En España ocurre algo mucho más grave que la intensa crisis económica: la creciente politización del poder judicial. En el viejo reino se hace justicia progresista o justicia conservadora. La pudorosa señora de la venda y la balanza equilibrada ha dado paso a dos verduleras que se insultan groseramente.


	En España ocurre algo mucho más grave que la intensa crisis económica: la creciente politización del poder judicial. En el viejo reino se hace justicia progresista o justicia conservadora. La pudorosa señora de la venda y la balanza equilibrada ha dado paso a dos verduleras que se insultan groseramente.

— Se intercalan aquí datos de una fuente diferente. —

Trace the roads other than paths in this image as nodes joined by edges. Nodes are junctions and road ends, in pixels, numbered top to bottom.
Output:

En España, el Tribunal Supremo y el Constitucional andan a la greña. Hay jueces y magistrados empeñados en ser reformadores sociales y en conquistar la simpatía de uno u otro bando. El poder judicial español, lamentablemente, va adquiriendo los rasgos y el comportamiento de un país del Tercer Mundo. Es vergonzoso.

Por ahora, no obstante, no se ha llegado al desastre de casi toda América Latina. En ese continente, donde el poder ejecutivo suele colocar a sus peones en los tribunales para hacer lo que le dé la gana, ocurren cosas peores. Los narcos imponen su voluntad a punta de pistola o de dólares. Abundan los jueces que venden las sentencias. En países como Guatemala o México, los poderosos casi nunca son condenados; en los de ALBA, los persiguen... por ser o haber sido, precisamente, poderosos. En Bolivia, Evo Morales incluso ha afirmado, públicamente, que la función de los abogados a su servicio es retorcer las leyes para acomodar cualquier violación de las reglas que a él se le ocurra llevar a cabo.

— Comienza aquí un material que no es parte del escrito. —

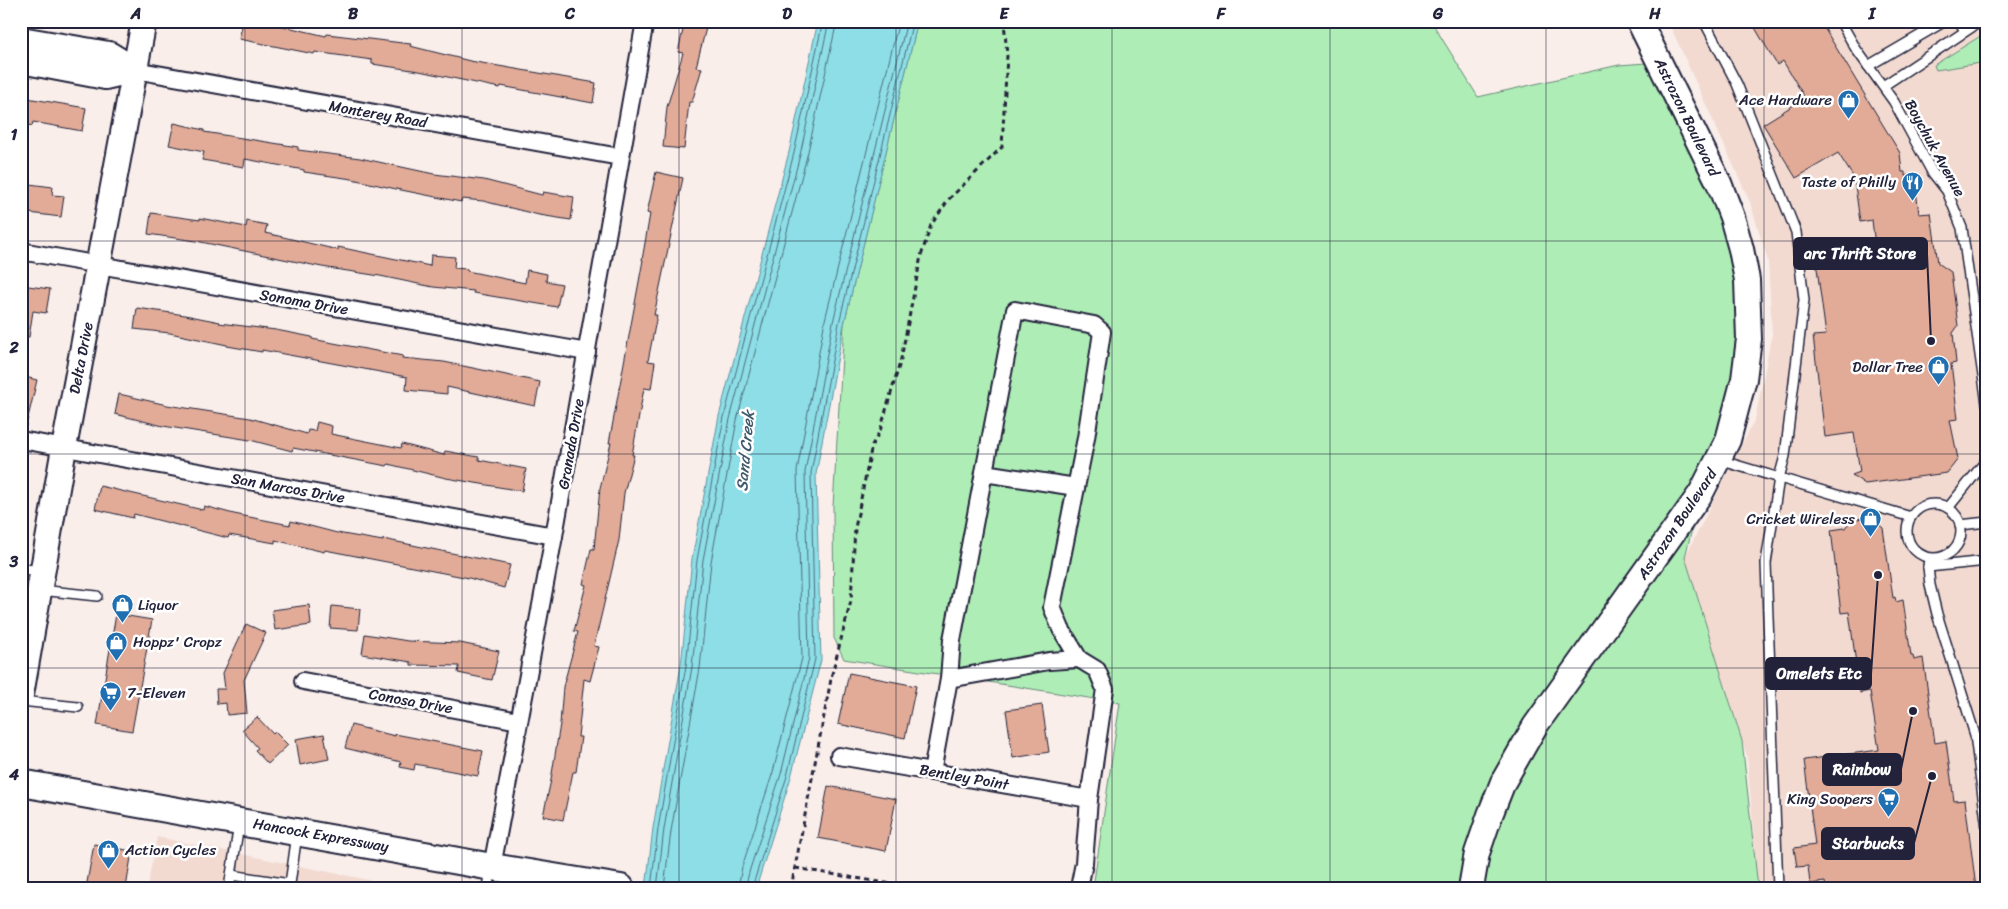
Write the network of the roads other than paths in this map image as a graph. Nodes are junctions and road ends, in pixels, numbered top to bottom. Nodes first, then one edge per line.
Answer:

En Colombia, el coronel Alfonso Plaza, que en 1985 fue declarado héroe nacional por el gobierno de Belisario Betancur por liberar a cientos de rehenes y retomar el Palacio de Justicia de manos de las guerrillas procomunistas –que habían recibido dos millones de dólares de Pablo Escobar para crear una conmoción social que impidiera la firma de un tratado de extradición entre su país y Estados Unidos–, dos décadas más tarde, sin pruebas fehacientes y con testimonios fabricados por enemigos ideológicos, resultó condenado a treinta años por "uso excesivo de la fuerza".

En Venezuela, la víctima más escandalosa de la falsa justicia es el ingeniero Alejandro Peña Esclusa, a quien los jueces hicieron pagar su activismo internacional antichavista fabricándole una causa ridícula por confabulación para cometer actos terroristas, plantándole explosivos nada menos que bajo la cuna de su hija, coartada represiva en la que nadie cree, pero que le sirve al gobierno de Caracas para lograr su propósito de sacarlo de la circulación y tratar de intimidar al resto de la oposición.

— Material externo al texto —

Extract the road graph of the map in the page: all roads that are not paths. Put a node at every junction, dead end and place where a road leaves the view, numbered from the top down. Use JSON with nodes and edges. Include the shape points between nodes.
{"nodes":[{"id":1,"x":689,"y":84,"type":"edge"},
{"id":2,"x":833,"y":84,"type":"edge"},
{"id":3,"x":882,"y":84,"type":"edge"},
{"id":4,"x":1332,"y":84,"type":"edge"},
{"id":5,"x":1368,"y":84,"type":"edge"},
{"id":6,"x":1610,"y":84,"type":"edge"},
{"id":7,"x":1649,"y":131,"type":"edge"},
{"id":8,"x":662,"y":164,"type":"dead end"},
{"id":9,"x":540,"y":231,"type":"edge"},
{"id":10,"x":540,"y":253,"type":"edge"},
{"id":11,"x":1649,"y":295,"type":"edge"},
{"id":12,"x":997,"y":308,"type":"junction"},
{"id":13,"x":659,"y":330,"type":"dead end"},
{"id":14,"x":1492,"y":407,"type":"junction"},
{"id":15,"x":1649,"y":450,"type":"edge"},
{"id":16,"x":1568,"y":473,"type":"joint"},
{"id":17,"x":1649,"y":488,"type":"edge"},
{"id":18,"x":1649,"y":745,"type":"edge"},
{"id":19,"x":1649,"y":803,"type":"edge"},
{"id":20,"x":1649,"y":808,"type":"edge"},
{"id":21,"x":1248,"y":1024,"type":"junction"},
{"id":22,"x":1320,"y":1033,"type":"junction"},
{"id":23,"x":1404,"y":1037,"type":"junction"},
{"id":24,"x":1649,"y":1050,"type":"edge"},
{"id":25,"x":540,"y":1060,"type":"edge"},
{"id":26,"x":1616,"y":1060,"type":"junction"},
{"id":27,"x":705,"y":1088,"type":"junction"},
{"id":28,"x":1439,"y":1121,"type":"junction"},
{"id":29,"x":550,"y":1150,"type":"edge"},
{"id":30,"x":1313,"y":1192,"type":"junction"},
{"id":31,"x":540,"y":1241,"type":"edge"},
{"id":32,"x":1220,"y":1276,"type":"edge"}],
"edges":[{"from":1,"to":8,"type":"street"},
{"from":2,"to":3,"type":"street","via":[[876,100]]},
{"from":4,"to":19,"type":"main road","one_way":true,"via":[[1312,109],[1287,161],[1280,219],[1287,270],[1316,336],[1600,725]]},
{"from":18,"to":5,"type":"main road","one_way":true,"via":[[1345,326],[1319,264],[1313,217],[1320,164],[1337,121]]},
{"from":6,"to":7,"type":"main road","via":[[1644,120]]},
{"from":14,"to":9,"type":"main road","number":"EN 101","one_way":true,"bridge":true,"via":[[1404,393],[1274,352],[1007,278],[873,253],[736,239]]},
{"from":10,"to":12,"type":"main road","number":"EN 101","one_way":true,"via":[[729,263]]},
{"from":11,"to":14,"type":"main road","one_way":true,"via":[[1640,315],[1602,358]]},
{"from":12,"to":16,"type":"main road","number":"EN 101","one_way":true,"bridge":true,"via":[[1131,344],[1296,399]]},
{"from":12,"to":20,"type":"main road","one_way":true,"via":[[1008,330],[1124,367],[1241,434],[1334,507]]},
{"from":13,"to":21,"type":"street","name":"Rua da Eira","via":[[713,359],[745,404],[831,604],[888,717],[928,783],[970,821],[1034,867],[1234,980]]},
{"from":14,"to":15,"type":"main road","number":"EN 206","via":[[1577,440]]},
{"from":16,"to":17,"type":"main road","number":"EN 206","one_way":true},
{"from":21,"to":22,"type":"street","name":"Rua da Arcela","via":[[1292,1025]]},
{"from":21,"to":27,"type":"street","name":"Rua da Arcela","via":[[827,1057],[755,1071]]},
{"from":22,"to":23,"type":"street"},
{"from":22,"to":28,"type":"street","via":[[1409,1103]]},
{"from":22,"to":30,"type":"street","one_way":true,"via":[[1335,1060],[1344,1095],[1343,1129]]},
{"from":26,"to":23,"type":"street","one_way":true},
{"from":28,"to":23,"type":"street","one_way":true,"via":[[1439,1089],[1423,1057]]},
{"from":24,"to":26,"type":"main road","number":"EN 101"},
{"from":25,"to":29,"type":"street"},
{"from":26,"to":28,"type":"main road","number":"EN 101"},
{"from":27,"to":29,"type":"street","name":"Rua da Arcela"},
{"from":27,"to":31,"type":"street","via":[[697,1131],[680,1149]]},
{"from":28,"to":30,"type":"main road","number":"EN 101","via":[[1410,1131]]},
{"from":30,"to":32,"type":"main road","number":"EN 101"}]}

No hay nadie más ingenuo y temerario que el político que cree que le conviene controlar al poder judicial para perseguir a sus enemigos y legitimar sus trampas. Cuando cambian las tornas y los adversarios de antaño ocupan la casa de gobierno, lo primero que hacen es tomar la dirección del sistema de justicia y utilizarlo para vengar viejos agravios y perseguir a sus verdugos. Esa es la triste historia de países como Ecuador y Nicaragua desde hace mucho tiempo, lo que explica, en parte, la crónica crisis de gobernabilidad que padecen.

La democracia liberal –que es el modelo socioeconómico de los países más prósperos del planeta– no puede funcionar sin un poder judicial adecuado. Mientras en América Latina no haya una justicia imparcial, razonablemente rápida, de calidad y alejada de las manipulaciones de los políticos, siempre estaremos moviéndonos en la frontera de la catástrofe social y la inestabilidad institucional, atmósfera perfecta para fomentar la pobreza y el subdesarrollo.

Un buen poder judicial comienza en las universidades, con grandes juristas y abogados notables convencidos de que desempeñan un papel clave para la supervivencia de la democracia. Son necesarios, además, jueces probos y competentes, bien remunerados y respetados, capaces de aplicar con justicia las leyes que aprueba el parlamento. Todo eso cuesta mucho dinero, tiempo y esfuerzo, pero no hay manera de eludirlo. Repetimos, una y otra vez, que nuestro modelo de convivencia está basado en el respeto al Estado de Derecho, pero no acabamos de entender que sin un buen poder judicial todo es inútil.